We’ve been hearing a lot about the Obama administration’s plans to talk to adversaries — Iran, Russia, Syria, the Taliban, etc. But we’ve heard preciously little about how the administration intends to create conditions of strength that are the requirement for diplomatic success. Everyone knows Obama is willing to talk. The question is what new leverage he will bring to bear to make that talk effective. Will we use the military forces we are withdrawing from Iraq to exert greater pressure on Iran? Are we asking our European allies to take any bold new steps on financial coercion? What exactly is Russia willing and able to do to change Iran’s decision-making? So far, answers to questions like these have not exactly been forthcoming, and in their absence, it’s not at all off-base to think that talking without leverage could harm U.S. interests. (And all of this is assuming that Iran hasn’t just said, screw it, we’re getting the bomb, and damn the torpedoes, which opens up a whole new world of problems.)

Second, Peter Feaver argues that Zakaria doesn’t have a serious critique of American foreign policy:

A more balanced perspective on Bush — some positive, some negative — would pave the way for Fareed to offer a more balanced perspective on Obama.

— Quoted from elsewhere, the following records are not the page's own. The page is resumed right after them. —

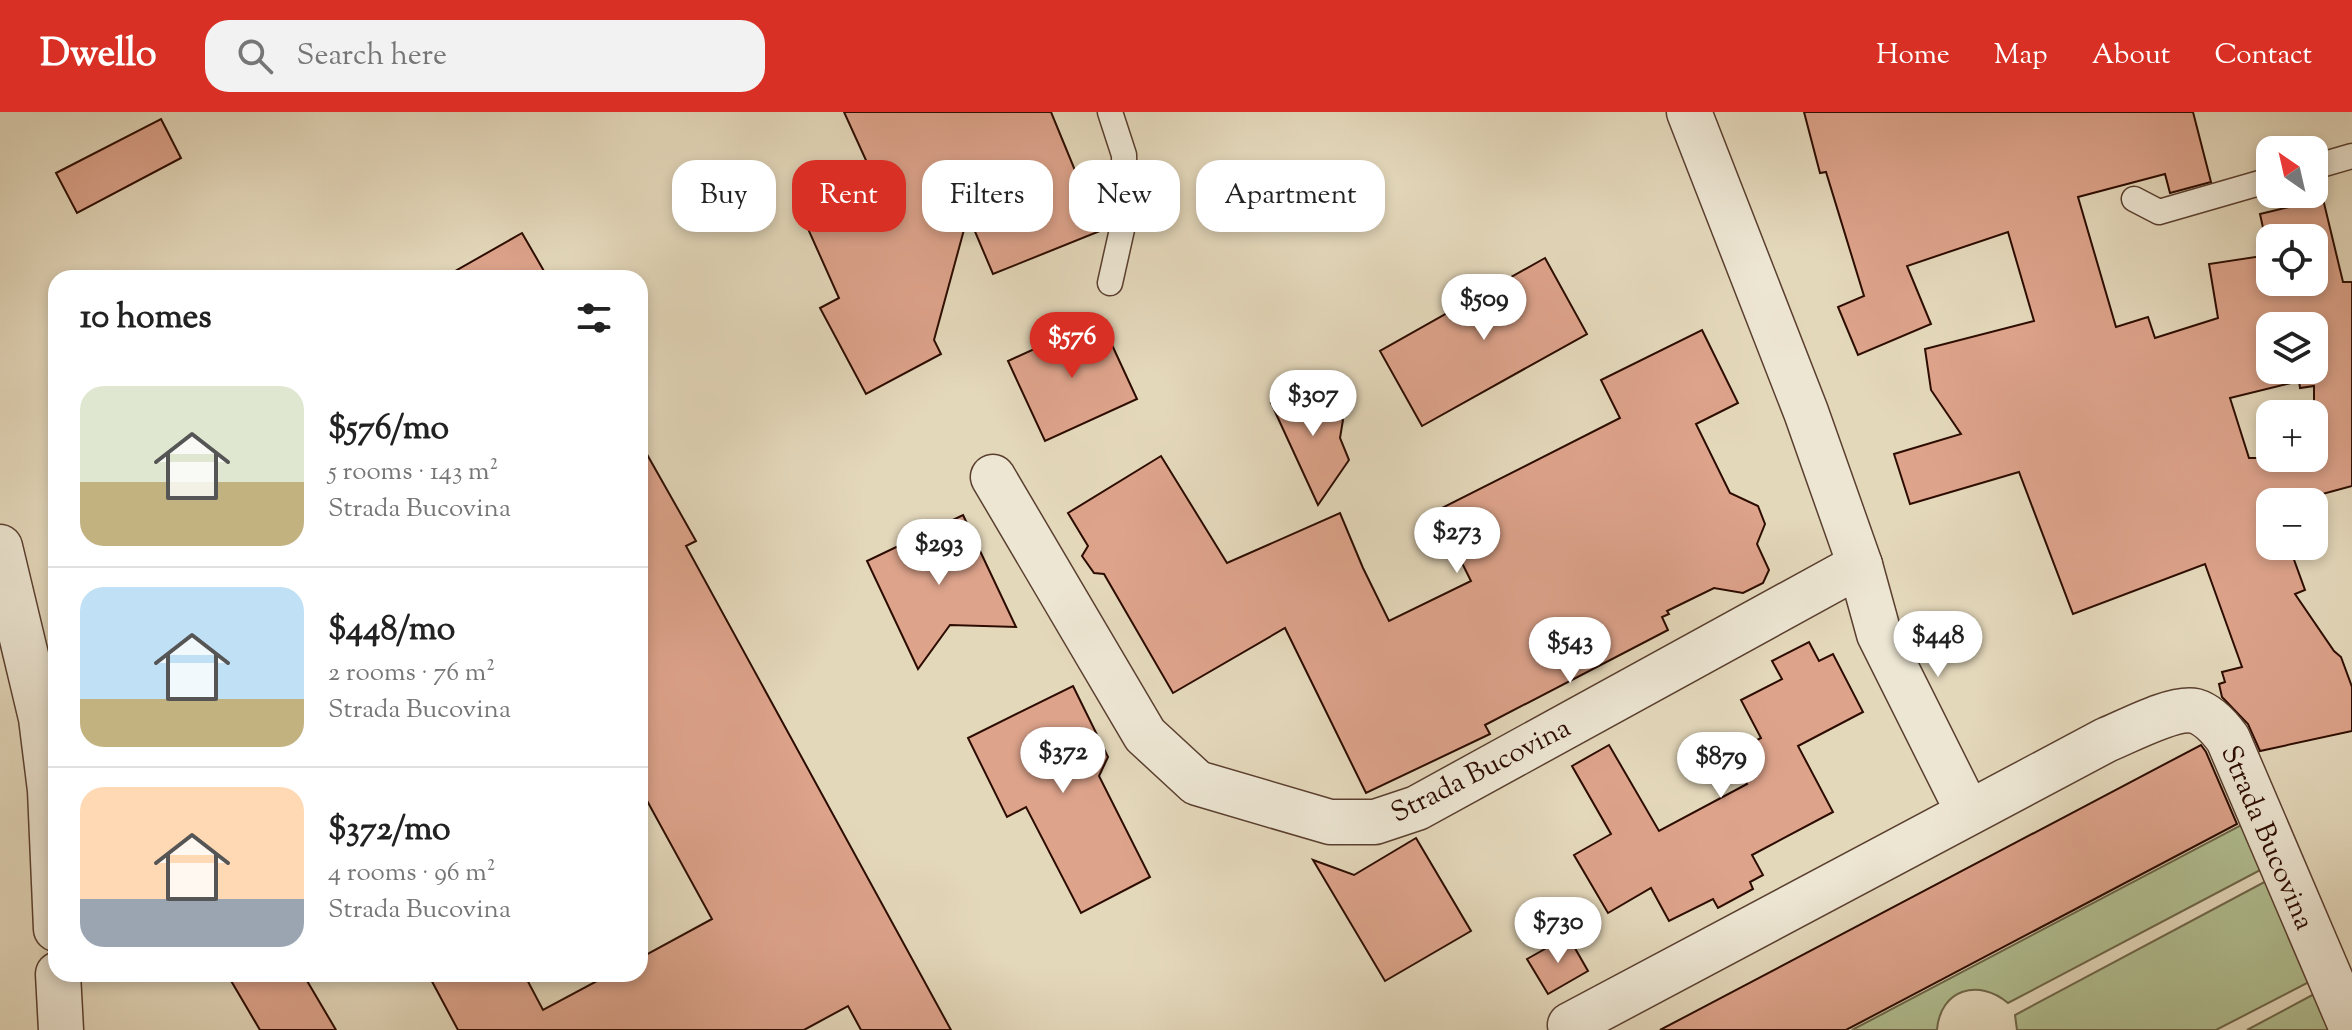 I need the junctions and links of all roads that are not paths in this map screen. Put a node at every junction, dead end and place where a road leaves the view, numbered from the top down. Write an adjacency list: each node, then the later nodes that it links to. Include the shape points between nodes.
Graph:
1 (1110, 112): 7 (lane, via 1124,155 1125,216)
2 (1689, 112): 10 (street)
3 (2352, 156): 4 (lane)
4 (2328, 163)
5 (2256, 184): 6 (lane, via 2159,212)
6 (2134, 199)
7 (1110, 283)
8 (993, 477): 10 (street, Strada Bucovina, via 1155,746 1197,783 1330,822 1375,822 1417,808)
9 (0, 547): 11 (street, via 41,718)
10 (1860, 565): 12 (street, via 1879,634)
11 (48, 774)
12 (1968, 812): 14 (street, Strada Bucovina); 15 (street, Strada Bucovina, via 2106,740 2175,713 2194,711 2216,723 2228,739)
13 (58, 982): 16 (street)
14 (1570, 1025)
15 (2352, 1029)
16 (61, 1030)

I agree with Fareed that some of the critiques of Obama have been exaggerated, almost as exaggerated as, well, the conventional wisdom on Bush. But surely in a column calling for a reasonable perspective on Obama’s foreign policy performance, Fareed could have found space to at least discuss some of the missteps and rookie mistakes: perhaps a mention of the ham-handed personnel decisions (like this one or this one) or the needless insults to allies (such as this one or this one). If these are dismissed as minor peccadilloes, how about a candid admission that, as Fareed himself recommended, Obama has more often than not continued Bush’s foreign policies while claiming to make bold dramatic changes?

In the end, I don’t think that the Obama Administration cares all that much about foreign policy. Obama is not a foreign-policy oriented President. He’s much more concerned with the U.S. economy, which is (rightly or wrongly) popularly conceived as much more important than what’s going on abroad. Obama’s view of American power is not fully formed. He had almost no foreign policy experience when he took office, and he’s displayed little interest in foreign policy now—other than largely staying the course from the Bush Administration.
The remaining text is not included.